I have my data of pairwise DNA sequences showing similarity in the following way..
AATGCTA|1 AATCGTA|2
AATCGTA|2 AATGGTA|3
AATGGTA|3 AATGGTT|8
TTTGGTA|4 ATTGGTA|5
ATTGGTA|5 CCTGGTA|9
CCCGGTA|6 GCCGGTA|7
GGCGGTA|10 AATCGTA|2
GGCGGTA|10 TGCGGTA|11
CAGGCA|12 GAGGCA|13
The above is a sample input file, the original file is few millions rows.

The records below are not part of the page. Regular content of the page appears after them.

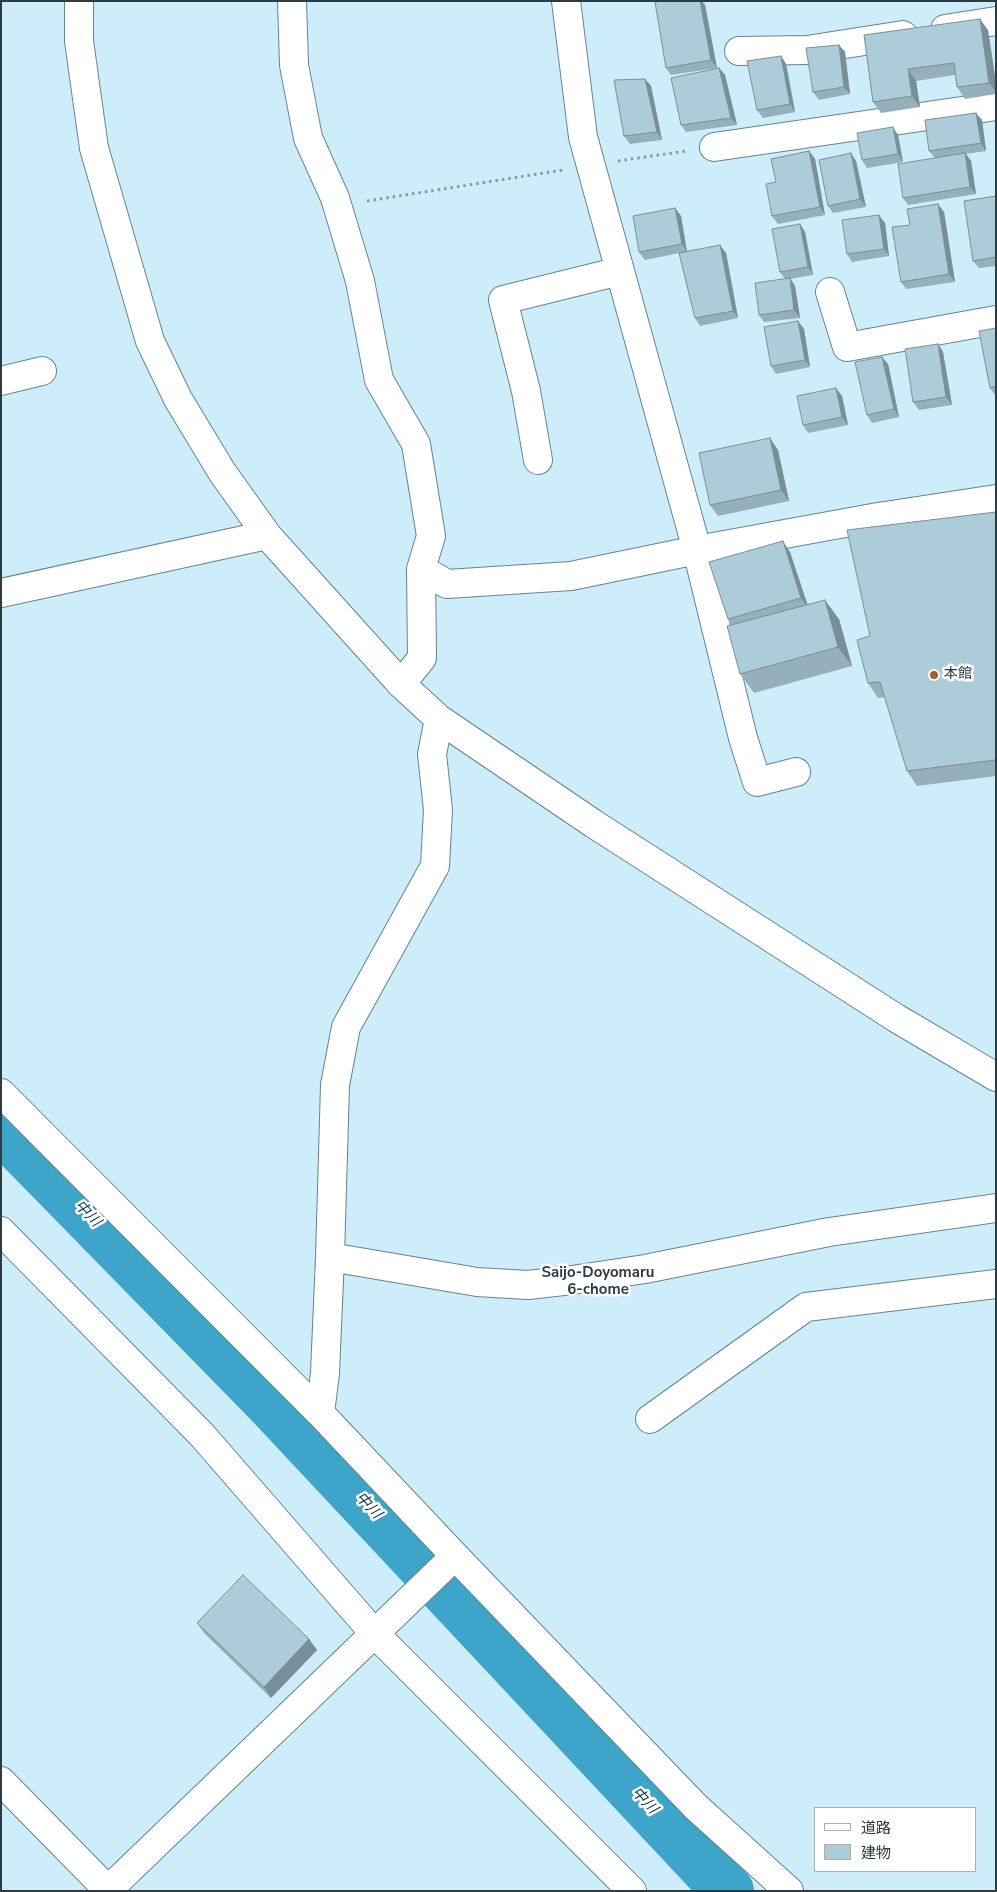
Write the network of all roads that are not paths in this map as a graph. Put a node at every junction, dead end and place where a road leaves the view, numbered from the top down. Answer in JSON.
{"nodes":[{"id":1,"x":79,"y":1,"type":"edge"},
{"id":2,"x":292,"y":1,"type":"edge"},
{"id":3,"x":566,"y":1,"type":"edge"},
{"id":4,"x":996,"y":21,"type":"edge"},
{"id":5,"x":740,"y":51,"type":"dead end"},
{"id":6,"x":996,"y":106,"type":"edge"},
{"id":7,"x":714,"y":147,"type":"road end"},
{"id":8,"x":620,"y":271,"type":"junction"},
{"id":9,"x":830,"y":292,"type":"dead end"},
{"id":10,"x":996,"y":320,"type":"edge"},
{"id":11,"x":42,"y":371,"type":"dead end"},
{"id":12,"x":1,"y":381,"type":"edge"},
{"id":13,"x":538,"y":460,"type":"dead end"},
{"id":14,"x":996,"y":499,"type":"edge"},
{"id":15,"x":267,"y":535,"type":"junction"},
{"id":16,"x":697,"y":550,"type":"junction"},
{"id":17,"x":421,"y":570,"type":"junction"},
{"id":18,"x":1,"y":594,"type":"edge"},
{"id":19,"x":401,"y":684,"type":"junction"},
{"id":20,"x":439,"y":719,"type":"junction"},
{"id":21,"x":796,"y":772,"type":"dead end"},
{"id":22,"x":996,"y":1077,"type":"edge"},
{"id":23,"x":1,"y":1093,"type":"edge"},
{"id":24,"x":996,"y":1208,"type":"edge"},
{"id":25,"x":1,"y":1230,"type":"edge"},
{"id":26,"x":330,"y":1257,"type":"junction"},
{"id":27,"x":996,"y":1284,"type":"edge"},
{"id":28,"x":320,"y":1413,"type":"junction"},
{"id":29,"x":650,"y":1419,"type":"dead end"},
{"id":30,"x":452,"y":1560,"type":"junction"},
{"id":31,"x":380,"y":1627,"type":"junction"},
{"id":32,"x":1,"y":1781,"type":"edge"},
{"id":33,"x":107,"y":1890,"type":"edge"},
{"id":34,"x":632,"y":1891,"type":"edge"},
{"id":35,"x":789,"y":1891,"type":"edge"}],
"edges":[{"from":1,"to":15,"type":"street"},
{"from":2,"to":17,"type":"street"},
{"from":3,"to":8,"type":"street"},
{"from":4,"to":5,"type":"street"},
{"from":6,"to":7,"type":"street"},
{"from":8,"to":13,"type":"street"},
{"from":8,"to":16,"type":"street"},
{"from":9,"to":10,"type":"street"},
{"from":11,"to":12,"type":"street"},
{"from":14,"to":16,"type":"street"},
{"from":15,"to":18,"type":"street"},
{"from":15,"to":19,"type":"street"},
{"from":16,"to":17,"type":"street"},
{"from":16,"to":21,"type":"street"},
{"from":17,"to":19,"type":"street"},
{"from":19,"to":20,"type":"street"},
{"from":20,"to":22,"type":"street"},
{"from":20,"to":26,"type":"street"},
{"from":23,"to":28,"type":"street"},
{"from":24,"to":26,"type":"street"},
{"from":25,"to":31,"type":"street"},
{"from":26,"to":28,"type":"street"},
{"from":27,"to":29,"type":"street"},
{"from":28,"to":30,"type":"street"},
{"from":30,"to":31,"type":"street"},
{"from":30,"to":35,"type":"street"},
{"from":31,"to":33,"type":"street"},
{"from":31,"to":34,"type":"street"},
{"from":32,"to":33,"type":"street"}]}
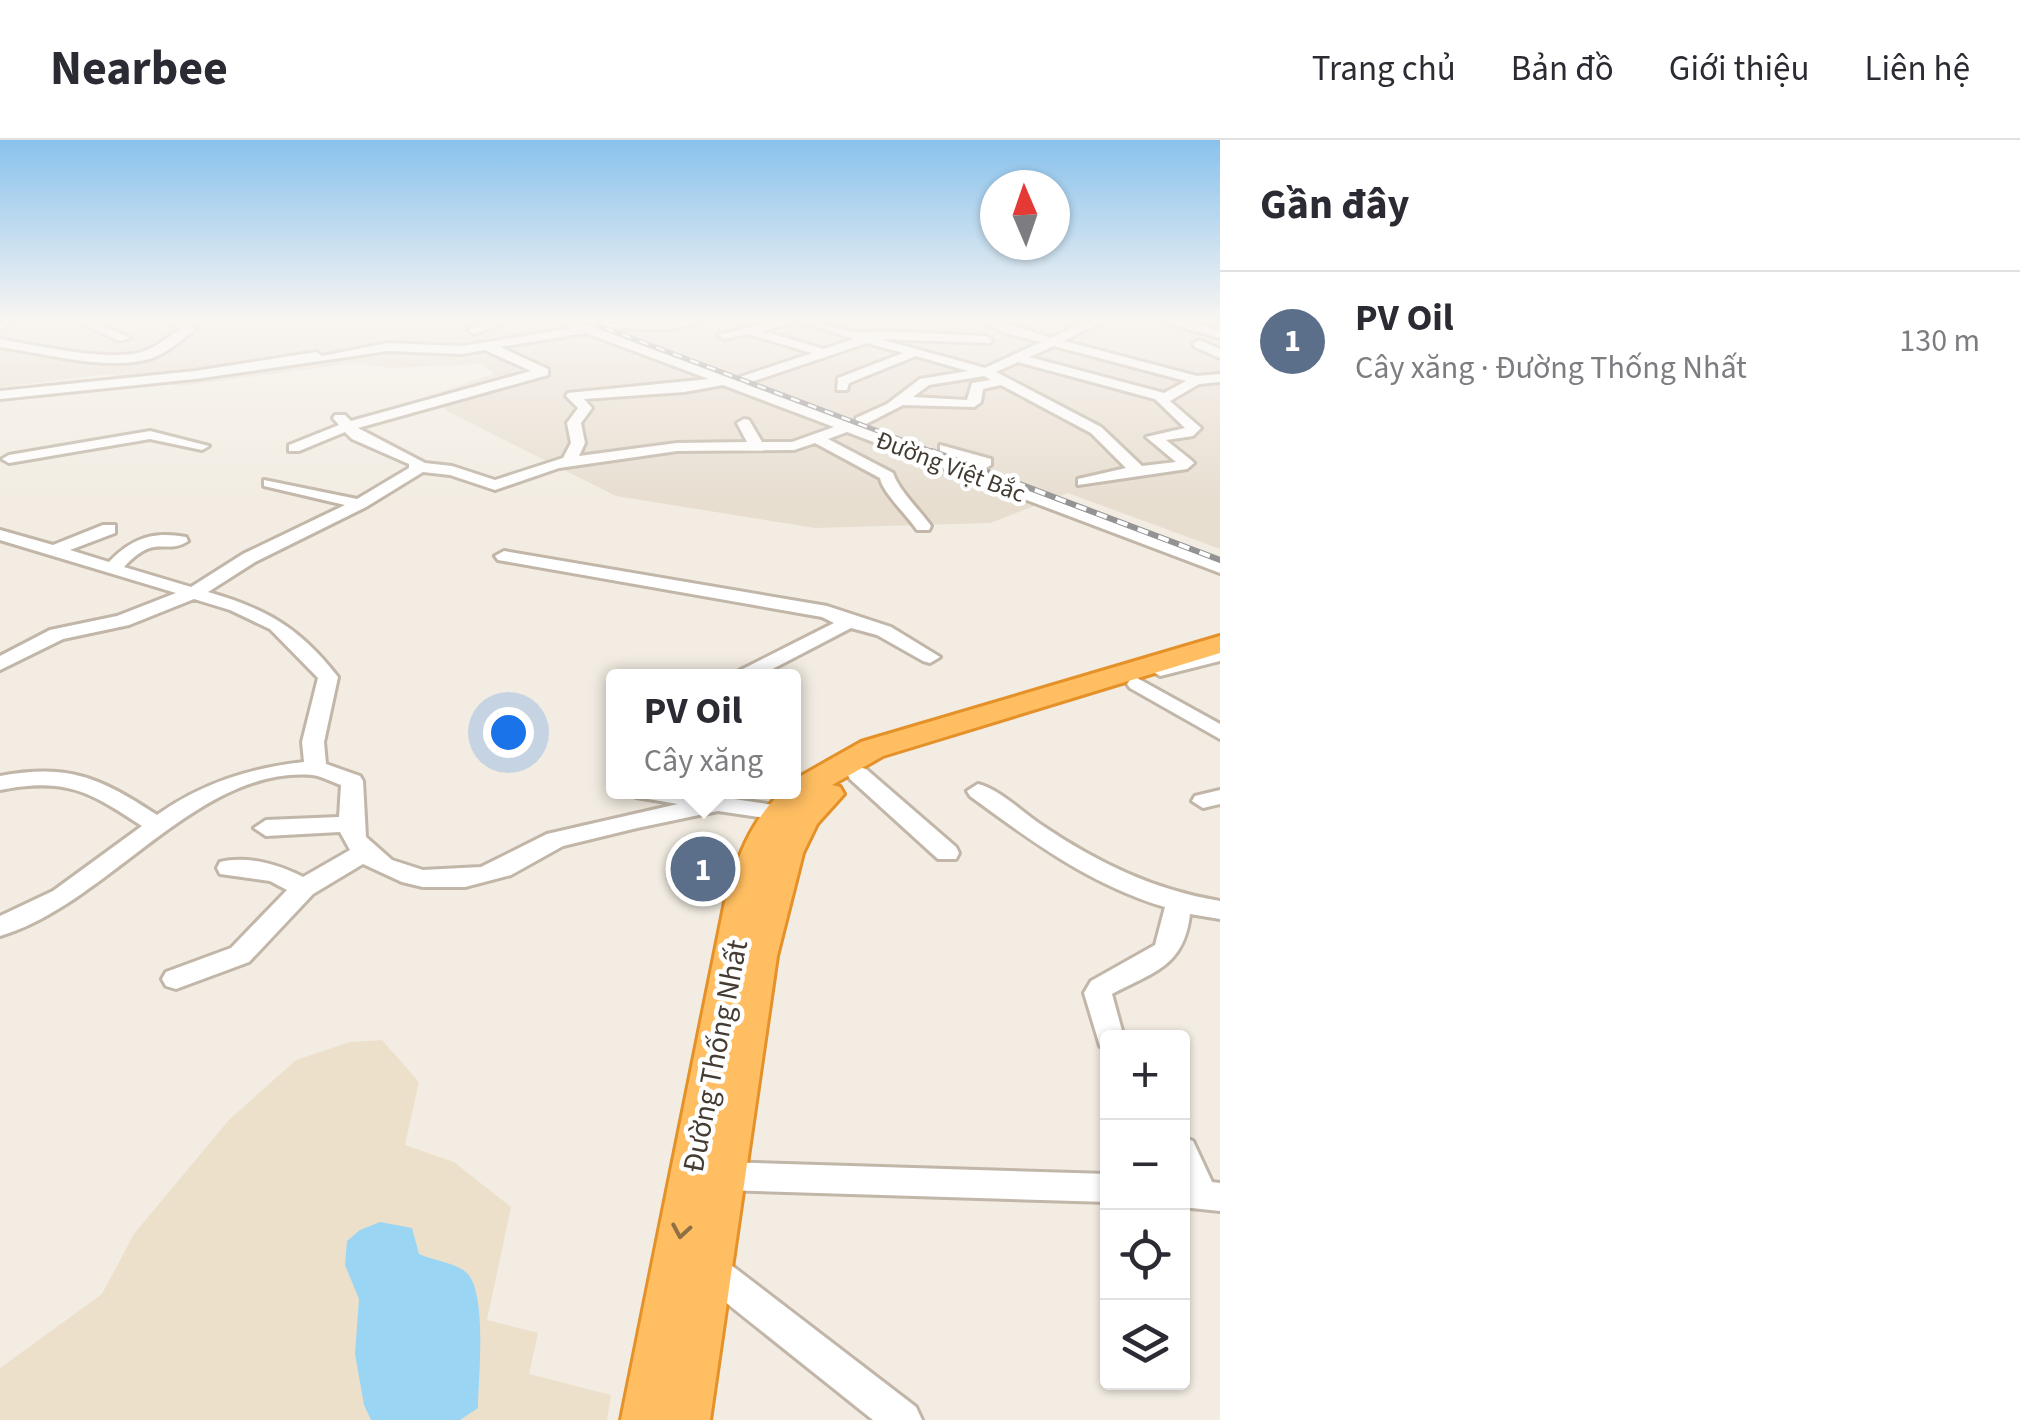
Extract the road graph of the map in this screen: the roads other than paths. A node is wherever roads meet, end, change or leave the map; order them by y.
1 (129, 382) edge
2 (505, 382) edge
3 (718, 382) edge
4 (732, 382) edge
5 (845, 382) edge
6 (927, 382) edge
7 (999, 382) joint
8 (1107, 382) edge
9 (1194, 382) edge
10 (842, 386) dead end
11 (0, 395) edge
12 (1164, 397) junction
13 (901, 401) junction
14 (744, 422) dead end
15 (344, 423) junction
16 (847, 426) junction
17 (708, 431) dead end
18 (816, 438) junction
19 (0, 444) edge
20 (202, 446) dead end
21 (725, 447) junction
22 (757, 447) junction
23 (294, 448) dead end
24 (9, 459) junction
25 (569, 462) junction
26 (419, 467) junction
27 (1137, 470) junction
28 (966, 472) junction
29 (0, 476) edge
30 (1083, 482) dead end
31 (268, 483) dead end
32 (360, 504) junction
33 (923, 526) dead end
34 (109, 529) dead end
35 (0, 535) edge
36 (244, 538) dead end
37 (180, 541) dead end
38 (51, 552) junction
39 (504, 556) dead end
40 (249, 558) junction
41 (1220, 568) edge
42 (112, 569) junction
43 (195, 592) junction
44 (844, 620) junction
45 (1220, 647) edge
46 (930, 658) dead end
47 (0, 664) edge
48 (758, 669) edge
49 (1147, 673) junction
50 (1220, 733) edge
51 (315, 768) junction
52 (858, 774) junction
53 (0, 783) edge
54 (978, 790) dead end
55 (692, 799) edge
56 (720, 803) junction
57 (791, 816) junction
58 (351, 824) junction
59 (159, 827) junction
60 (266, 828) dead end
61 (365, 852) junction
62 (947, 853) dead end
63 (229, 868) dead end
64 (304, 888) junction
65 (1178, 904) junction
66 (1220, 910) edge
67 (0, 927) edge
68 (176, 979) dead end
69 (1108, 1030) edge
70 (1190, 1169) edge
71 (705, 1176) junction
72 (1100, 1188) edge
73 (1201, 1194) edge
74 (706, 1266) junction
75 (648, 1420) edge
76 (683, 1420) edge
77 (903, 1420) edge

1 - 11 street
2 - 15 street
3 - 25 street
4 - 16 street, Đường Việt Bắc
5 - 10 street
6 - 13 street
7 - 13 street
7 - 27 street
8 - 12 street
9 - 12 street
12 - 27 street
13 - 28 street
14 - 22 street
15 - 23 street
15 - 26 street
16 - 18 street
16 - 28 street, Đường Việt Bắc
17 - 21 street
18 - 22 street
18 - 33 street
19 - 24 street
20 - 24 street
21 - 22 street
21 - 25 street
24 - 29 street
25 - 26 street
26 - 32 street
27 - 30 street
28 - 41 street, Đường Việt Bắc
31 - 32 street
32 - 40 street
34 - 38 street
35 - 38 street
36 - 40 street
37 - 42 street
38 - 42 street
39 - 44 street
40 - 43 street
42 - 43 street
43 - 47 street
43 - 51 street
44 - 46 street
44 - 48 street
45 - 49 highway, Đường Thống Nhất
49 - 50 street
49 - 52 highway, Đường Thống Nhất
49 - 57 highway, Đường Thống Nhất
51 - 58 street
51 - 59 street
52 - 57 highway, Đường Thống Nhất
52 - 62 street
53 - 59 street
54 - 65 street
55 - 56 street
56 - 57 street
56 - 61 street
57 - 71 highway, Đường Thống Nhất
58 - 60 street
58 - 61 street
59 - 67 street
61 - 64 street
63 - 64 street
64 - 68 street
65 - 66 street
65 - 69 street
70 - 73 street
71 - 72 street
71 - 74 highway, Đường Thống Nhất
71 -> 75 highway, Đường Thống Nhất
74 - 76 highway, Đường Thống Nhất
74 - 77 street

I want output to be cluster the overlapping ids based on the common elements between the rows and output them to one single line for each cluster, as below
AATGCTA|1 AATCGTA|2 AATGGTA|3 AATGGTT|8 GGCGGTA|10 TGCGGTA|11
TTTGGTA|4 ATTGGTA|5 CCTGGTA|9
CCCGGTA|6 GCCGGTA|7
CAGGCA|12 GAGGCA|13
I am currently trying to cluster them using mcl and also silix, I was not successful in running silix. But the mcl is currently in progress, I would like to know if there are any other ways smart ways of doing this may be in awk or perl. I appreciate some solution, thank you. (this is my first post I am sorry if I have made some mistake)
Just to make it simpler.. is it easy to say my input is,
1 2
2 3
3 8
4 5
5 9
6 7
10 2
10 11
12 13
and I want output to be,
1 2 3 8 10 11
4 5 9
6 7
12 13